A company purchases a passenger car that does not have a global positioning system (GPS) installed. The car will be used both for the needs of the company and leased to another company, but at the moment it is not known what percentage of the total activity will be rental services. In this case, when the car will be leased to another company, but it is not known how often it will be used for the company's own needs, can the input value added tax (VAT) be deducted in the amount of 100%?
At the beginning, Article 100 of the Value Added Tax Law (VAT Law) and the informative material of the State Revenue Service (SRS) "Questions and answers on the application of value added tax" should be evaluated.
According to Article 100, Part 2 of the VAT Law, when purchasing a passenger car, the company is entitled to deduct only 50% of the tax amount payable to the state budget as input VAT tax.
However, Article 100, Part 3 of the VAT Law provides for a series of exceptions to Part 2 of this Article, and in exceptional cases, the company is entitled to deduct 100% of input VAT.
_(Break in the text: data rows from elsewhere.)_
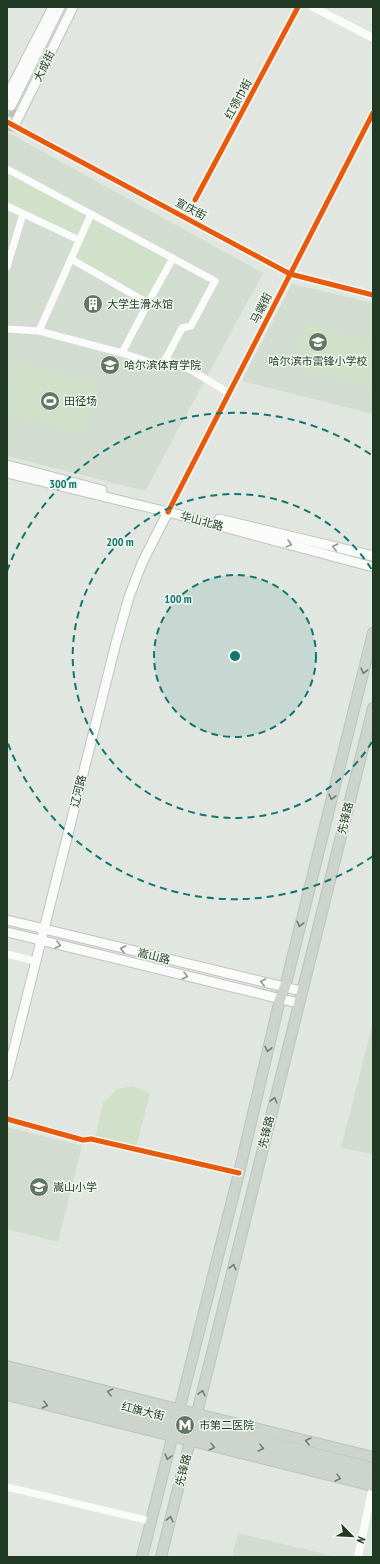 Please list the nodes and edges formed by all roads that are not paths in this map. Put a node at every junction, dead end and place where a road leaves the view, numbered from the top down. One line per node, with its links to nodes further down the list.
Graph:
1 (53, 7): 8 (main road, 大成街)
2 (60, 7): 3 (main road, 大成街)
3 (68, 7)
4 (73, 7): 10 (main road, 大成街)
5 (298, 7): 12 (street, 红领巾街)
6 (313, 7): 7 (street)
7 (373, 38)
8 (7, 96)
9 (373, 114): 20 (street, 马端街)
10 (9, 123): 20 (street, 宣庆街)
11 (7, 169): 15 (street)
12 (194, 200)
13 (7, 206): 14 (street)
14 (23, 214): 16 (street); 19 (street)
15 (91, 214): 16 (street); 17 (street)
16 (79, 240): 18 (street)
17 (173, 258): 22 (street); 26 (street)
18 (71, 259): 22 (street); 24 (street)
19 (7, 267)
20 (290, 274): 21 (street, 宣庆街); 27 (street, 马端街)
21 (373, 295)
22 (148, 303): 25 (street)
23 (7, 329): 24 (street)
24 (39, 331): 25 (street)
25 (122, 353): 26 (street)
26 (165, 360): 27 (street)
27 (229, 393): 30 (street, 马端街)
28 (7, 465): 30 (main road, 华山北路)
29 (7, 473): 30 (main road, 华山北路)
30 (167, 510): 31 (main road, 华山北路, one-way to 30); 32 (main road, 华山北路, one-way to 32); 36 (main road, 辽河路)
31 (373, 556)
32 (373, 567)
33 (373, 634): 41 (main road, 先锋路, one-way to 41)
34 (373, 708): 42 (main road, 先锋路)
35 (7, 920): 36 (main road, 嵩山路)
36 (41, 929): 38 (main road, 辽河路); 41 (main road, 嵩山路, one-way to 36)
37 (7, 932): 38 (main road, 嵩山路)
38 (38, 940): 40 (main road, 辽河路); 43 (main road, 嵩山路, one-way to 43)
39 (7, 954): 40 (street)
40 (33, 960): 45 (main road, 辽河路); 46 (main road, 辽河路)
41 (285, 987): 42 (main road, 嵩山路); 43 (main road, 先锋路)
42 (301, 991): 44 (main road, 先锋路)
43 (280, 999): 44 (main road, 嵩山路); 48 (main road, 先锋路, one-way to 48)
44 (298, 1003): 54 (main road, 先锋路, one-way to 44)
45 (7, 1058)
46 (7, 1076)
47 (7, 1119): 48 (street)
48 (239, 1173): 53 (main road, 先锋路)
49 (7, 1366): 53 (main road, 红旗大街, one-way to 49)
50 (7, 1376): 53 (main road, 红旗大街)
51 (7, 1386): 53 (main road, 红旗大街)
52 (7, 1395): 53 (main road, 红旗大街, one-way to 53)
53 (176, 1423): 54 (main road, 红旗大街); 54 (main road, 红旗大街); 60 (main road, 先锋路, one-way to 60)
54 (194, 1428): 55 (main road, 红旗大街, one-way to 54); 56 (main road, 红旗大街); 57 (main road, 红旗大街, one-way to 57); 58 (main road, 红旗大街, one-way to 58); 62 (main road, 先锋路, one-way to 54)
55 (373, 1457)
56 (373, 1468)
57 (373, 1476)
58 (373, 1486): 63 (street)
59 (7, 1487): 60 (street)
60 (150, 1521): 61 (main road, 先锋路)
61 (142, 1557)
62 (161, 1557)
63 (358, 1557)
Article 100, Part 3 of the VAT Law stipulates that 100% input VAT can be deducted if:
- registered taxpayers buy, rent or import a car:
- passenger transport for remuneration
- for the provision of rental services,
- for the provision of goods transport services,
- for trade or hire purchase transactions, for training driving skills,
- for the provision of security services;
- the car is an operational vehicle;
- the car is used as an authorized car dealer's demonstration car or
- the car is used to secure taxable transactions.
However, in order to ensure that the car is actually used for transactions subject to VAT (Article 100, Part 3, Clause 4 of the VAT Law), the merchant must equip the vehicle with GPS. If the GPS is not installed, the exception will not be applied to the merchant and the VAT input tax on the car, which is used for the provision of taxable transactions, can only be deducted in the amount of 50%.
If the vehicle has been used for several economic activities, a more complicated situation arises.
Example
A registered tax payer buys a passenger car for rental services, but after some time starts using it for non-business purposes as well. In such a situation, the limitations set out in Section 100, Part 2 of the VAT Law for deducting VAT input tax must be observed, and this also applies to the purchase and operating expenses of the vehicle, including the purchase of fuel.
According to the given example, it can be concluded - if the car is used for various taxable transactions, the conditions of Section 100, Part 2 must be observed, and the input VAT tax can only be deducted in the amount of 50%, unless all the several purposes qualify for the exception norms, which give the right to deduct the input VAT tax in full. amount.
In the case of the reader, the vehicle is used both for his economic activity and for the provision of rental services. In accordance with the VAT law, it is possible to deduct 100% of VAT for rental services. However, the problem arose with the use of the car for the performance of one's economic activity. Considering that the company's vehicle does not have a GPS installed, the taxpayer is not entitled to deduct 100% of input VAT, so only 50% of input VAT can be deducted.
Therefore, based on the VAT law and what is explained in the information material of the SRS, the taxpayer can only deduct the input tax in the amount of 50%.
Deduction of input VAT in case of car purchase:
In addition, this case does not mention the amount for which the car was purchased. If the value of the vehicle exceeds 50,000 euros, it is considered a representative car. When the taxpayer owns such a car, the taxpayer cannot deduct input VAT on its purchase and maintenance at all.